Bessie had been a skilled bagpiper since she was a small child and she realized that her talents could help promote votes for women. She would run from school each day to play her bagpipes outside of the jail in Edinburgh for fellow suffragettes in prison. At the first suffrage pageant she performed at, she wore a sash with the words “Votes for Women” as she performed with her bagpipes. As just a ten year-old she traveled to London to play her bagpipes in a women’s march. Bessie was not only one of the youngest bagpipers in the world but also one of the youngest suffragettes. Bessie didn’t let her age prevent her from making her mark on the world, in fact, she embraced the fact that she was so young.

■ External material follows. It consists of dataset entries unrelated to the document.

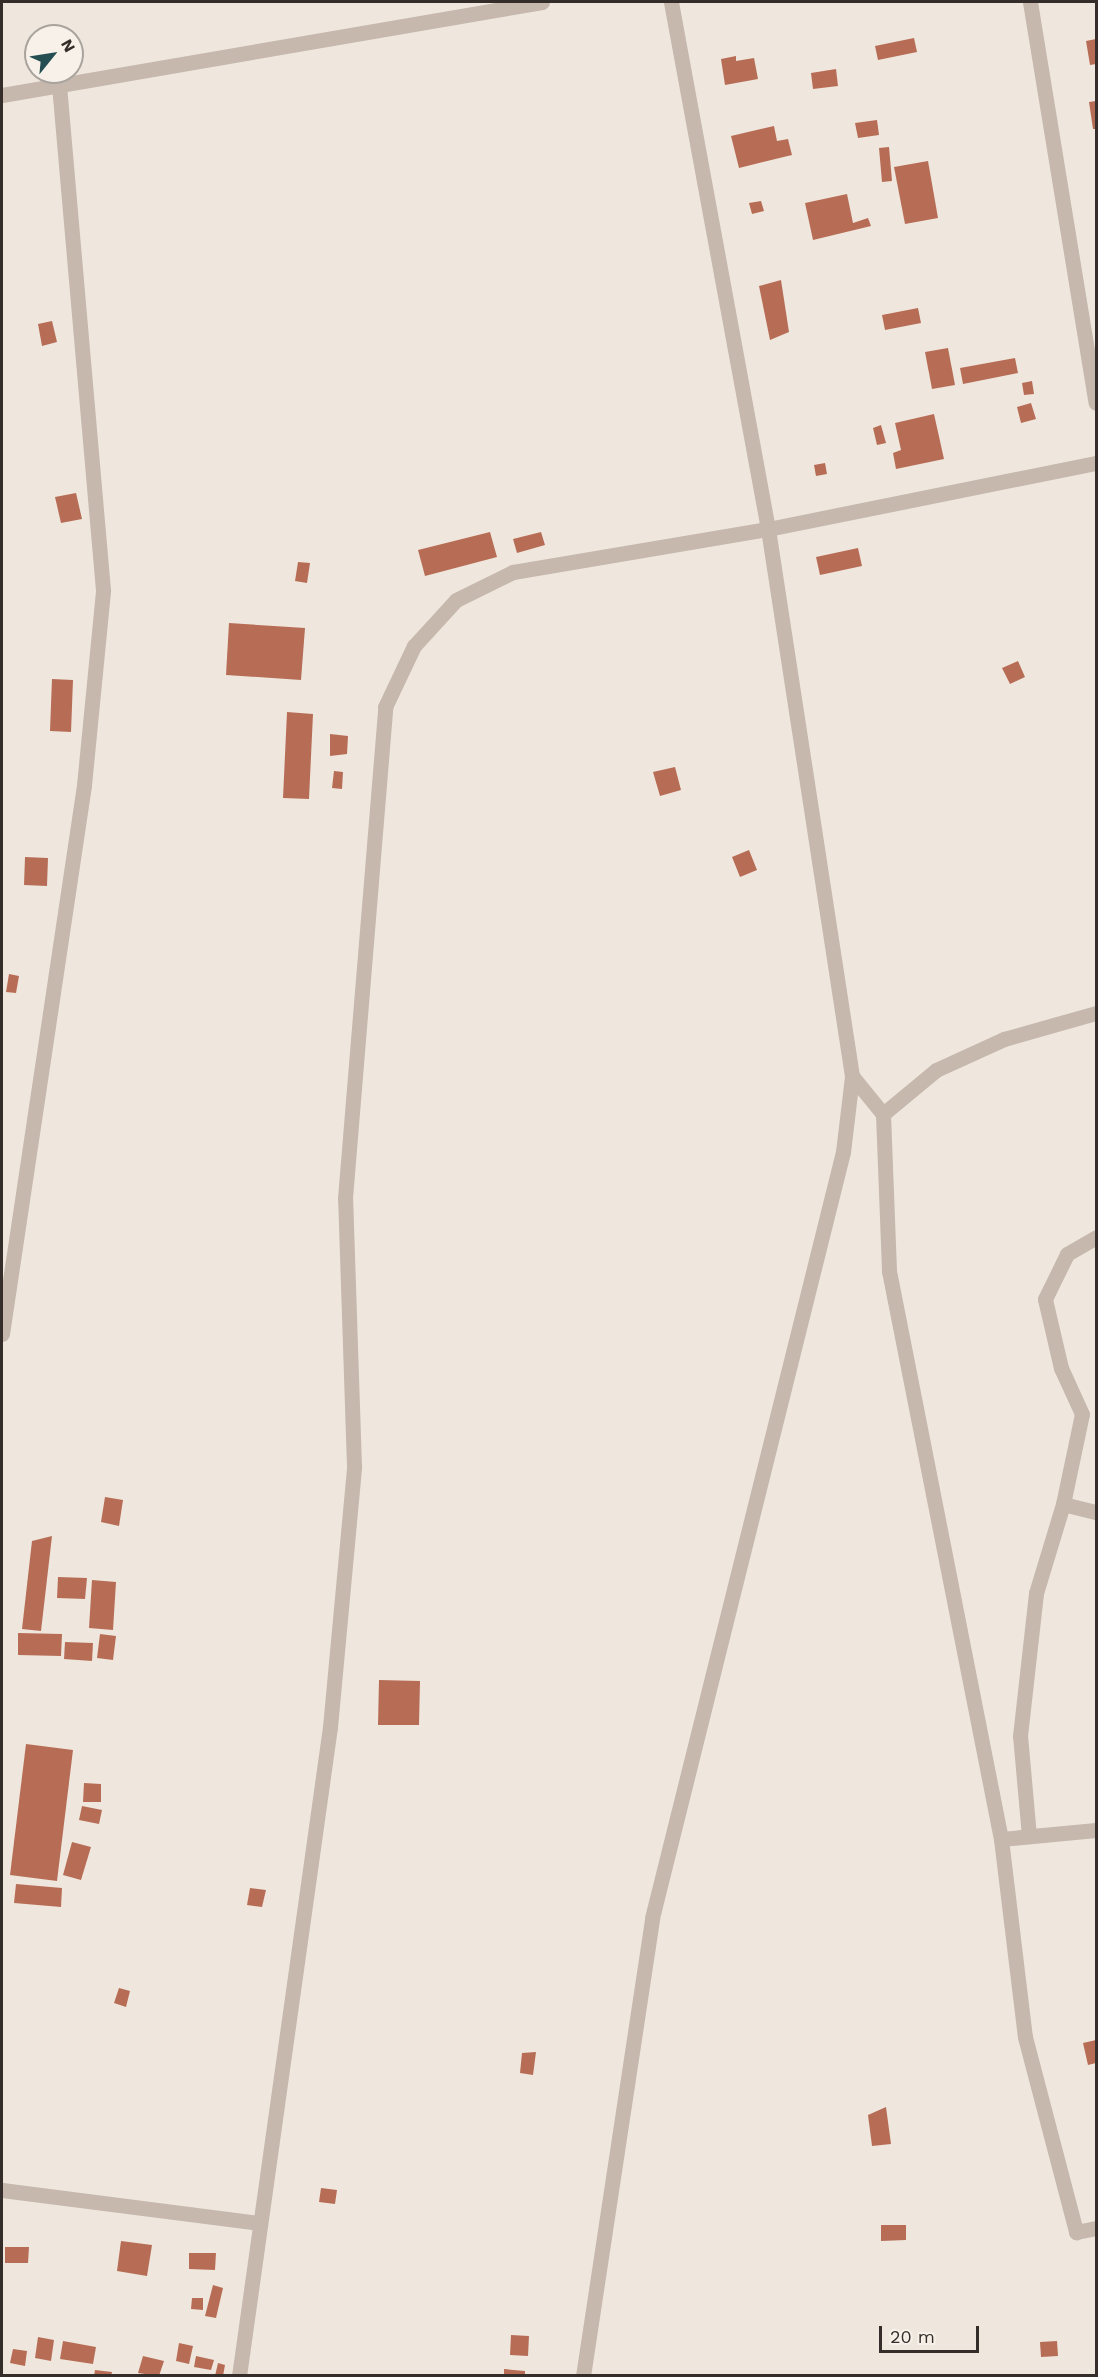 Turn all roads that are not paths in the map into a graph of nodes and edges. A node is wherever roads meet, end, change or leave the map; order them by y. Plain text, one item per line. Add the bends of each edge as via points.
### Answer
1 (542, 2) edge
2 (671, 2) edge
3 (1030, 2) edge
4 (59, 85) junction
5 (2, 94) edge
6 (1096, 403) edge
7 (1096, 463) edge
8 (768, 529) junction
9 (1096, 1013) edge
10 (852, 1076) junction
11 (883, 1114) junction
12 (1096, 1237) edge
13 (2, 1334) edge
14 (1063, 1504) junction
15 (1096, 1512) edge
16 (1096, 1830) edge
17 (1029, 1836) junction
18 (1000, 1839) junction
19 (2, 2190) edge
20 (259, 2223) junction
21 (1096, 2228) edge
22 (239, 2376) edge
23 (583, 2376) edge

1 - 4 street
2 - 8 street
3 - 6 street
4 - 5 street
4 - 13 street via 103,590 84,784
7 - 8 street
8 - 10 street
8 - 20 street via 513,572 456,600 414,646 385,707 345,1198 354,1466 330,1727
9 - 11 street via 1004,1039 936,1070
10 - 11 street
10 - 23 street via 843,1152 652,1918
11 - 18 street via 889,1271
12 - 14 street via 1067,1254 1045,1299 1061,1368 1082,1414
14 - 15 street
14 - 17 street via 1036,1593 1020,1737
16 - 17 street
17 - 18 street
18 - 21 street via 1025,2037 1076,2232
19 - 20 street
20 - 22 street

During WWI, Bessie was just a teenager and used her talents to make a difference in other ways. She began helping the Scots Guard to recruit army volunteers by playing her bagpipes. Bessie continued playing her bagpipes and supporting women’s rights for the rest of her life. She looked back at her girlhood as the most exciting time of her life as she used her talents to push causes she was passionate about forward.

-McKenzi Christensen
Junior Girl
Girl Museum Inc.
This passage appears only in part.